The rare live performance is in support of Barbieri’s new album Planets + Persona, which has won ecumenical plaudits. Ambient avant-garde jazz? Progressive space rock? It’s all about duality, multivalence and unpredictability. Few albums this year will reveal their glories so subtly. While tonight its peaks are climbed, there are enough nods within the setlist to Barbieri’s previous pinnacles – whether with Japan or Porcupine Tree – to please long-term converts to his alchemy.

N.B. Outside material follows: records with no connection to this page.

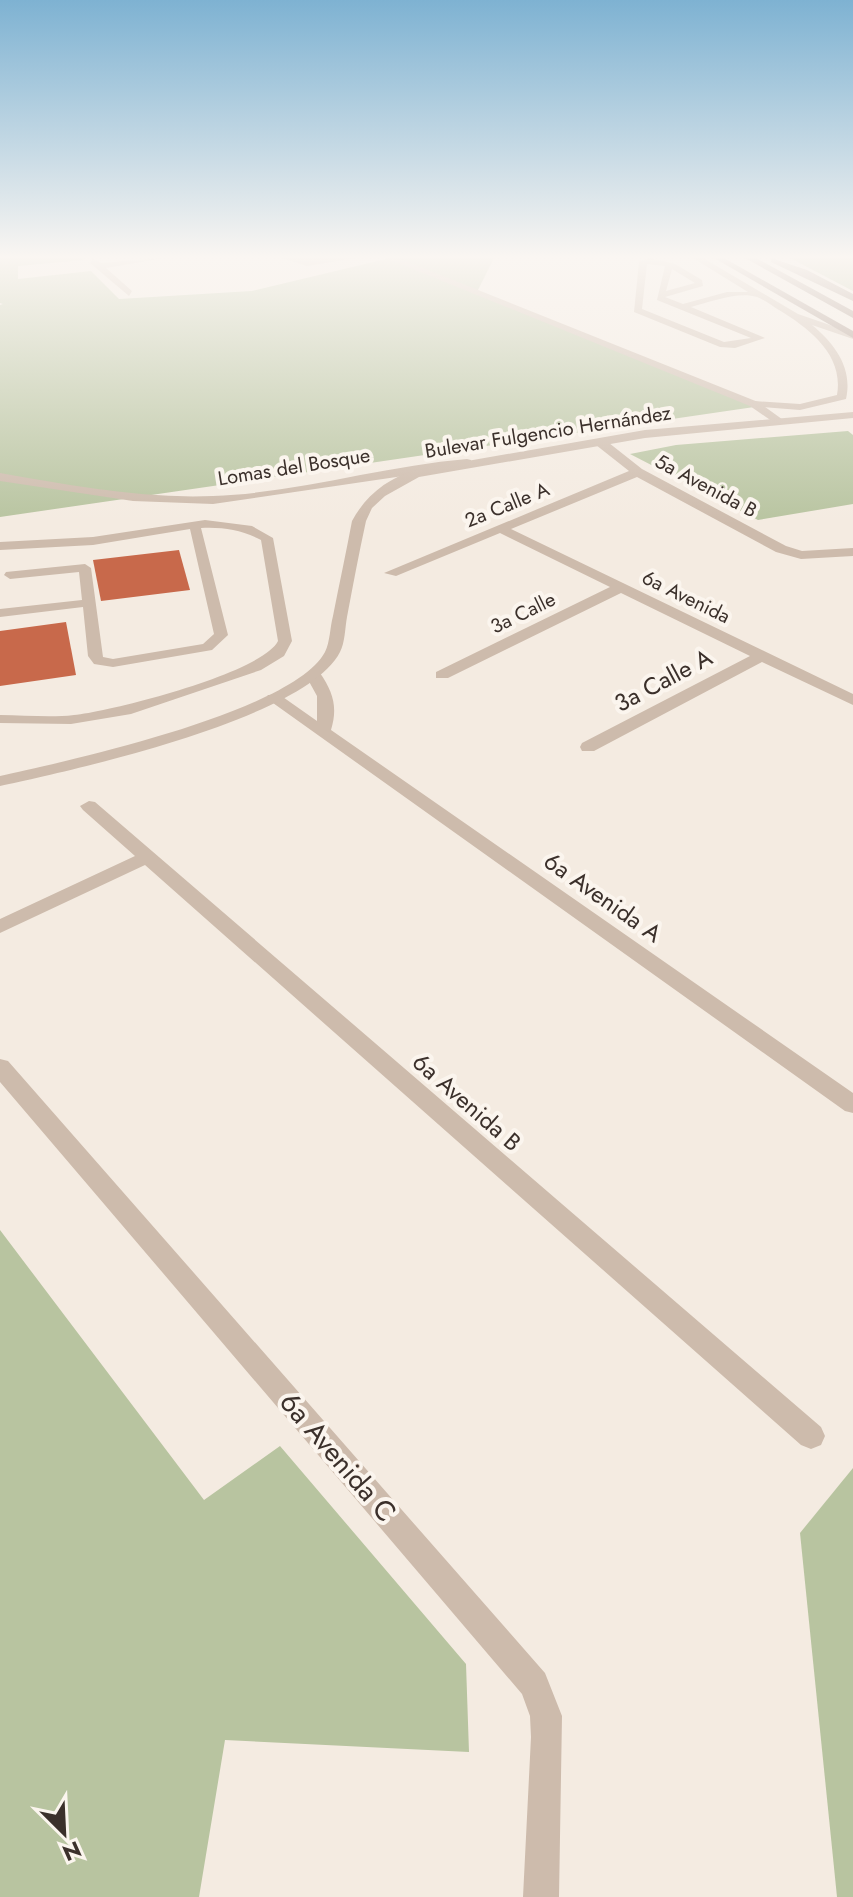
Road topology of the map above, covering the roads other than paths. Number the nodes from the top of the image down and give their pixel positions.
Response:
1 (611, 347) edge
2 (834, 347) edge
3 (842, 397) junction
4 (754, 404) junction
5 (853, 415) edge
6 (820, 417) junction
7 (780, 422) junction
8 (853, 424) edge
9 (600, 442) junction
10 (499, 459) junction
11 (638, 472) junction
12 (0, 477) edge
13 (195, 526) junction
14 (501, 529) junction
15 (0, 546) edge
16 (853, 552) edge
17 (391, 573) dead end
18 (10, 575) dead end
19 (621, 587) junction
20 (88, 603) junction
21 (0, 613) edge
22 (761, 656) junction
23 (442, 675) dead end
24 (314, 676) junction
25 (274, 698) junction
26 (853, 700) edge
27 (0, 719) edge
28 (322, 732) junction
29 (588, 747) dead end
30 (0, 781) edge
31 (89, 806) dead end
32 (147, 857) junction
33 (0, 927) edge
34 (0, 1067) edge
35 (853, 1105) edge
36 (811, 1436) dead end
37 (541, 1897) edge

1 - 4 street
2 - 3 lane
3 - 4 lane
3 - 6 lane
4 - 7 street
5 - 6 street, Bulevar Fulgencio Hernández
6 - 7 street, Bulevar Fulgencio Hernández
7 - 8 street, Bulevar Fulgencio Hernández
7 - 9 street, Bulevar Fulgencio Hernández
9 - 10 street, Bulevar Fulgencio Hernández
9 - 11 street, 5a Avenida B
10 - 12 street, Lomas del Bosque
10 - 24 street, Bulevar Fulgencio Hernández
11 - 14 street, 2a Calle A
11 - 16 street, 5a Avenida B
13 - 15 lane
13 - 20 lane
13 - 27 lane
14 - 17 street, 2a Calle A
14 - 19 street, 6a Avenida
18 - 20 lane
19 - 22 street, 6a Avenida
19 - 23 street, 3a Calle
20 - 21 lane
22 - 26 street, 6a Avenida
22 - 29 street, 3a Calle A
24 - 25 street, Bulevar Fulgencio Hernández
24 - 28 street
25 - 28 street, 6a Avenida A
25 - 30 street, Bulevar Fulgencio Hernández
28 - 35 street, 6a Avenida A
31 - 32 street, 6a Avenida B
32 - 33 street
32 - 36 street, 6a Avenida B
34 - 37 street, 6a Avenida C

Night Of The Hunter (Innocence Lost) and Solar Sea draw us in, these new pieces restrained but gathering momentum as Rylander Löve adds saxophone, percussion and treated vocals. She’s a real discovery, her smart improvisations dovetailing beautifully with Barbieri’s treasure-chest of textures. She leaves awhile, our man quipping that, “It’s not every night you share the stage with a genius. And tonight, for Lisen, that night came.” Our chuckles are filed away as, lo and behold, we realise he’s serving up a radical reimagining of Japan’s poignant Ghosts. Shorn of vocals, it retains the broodiness but brings in beats and strings which move and thrill. Barbieri seems startled by the rapturous applause, though it’s a safe bet that’s the favourite-ever song of half this audience. That he can deconstruct it so unsentimentally yet keep our approval is another sign of his inspired musical instincts.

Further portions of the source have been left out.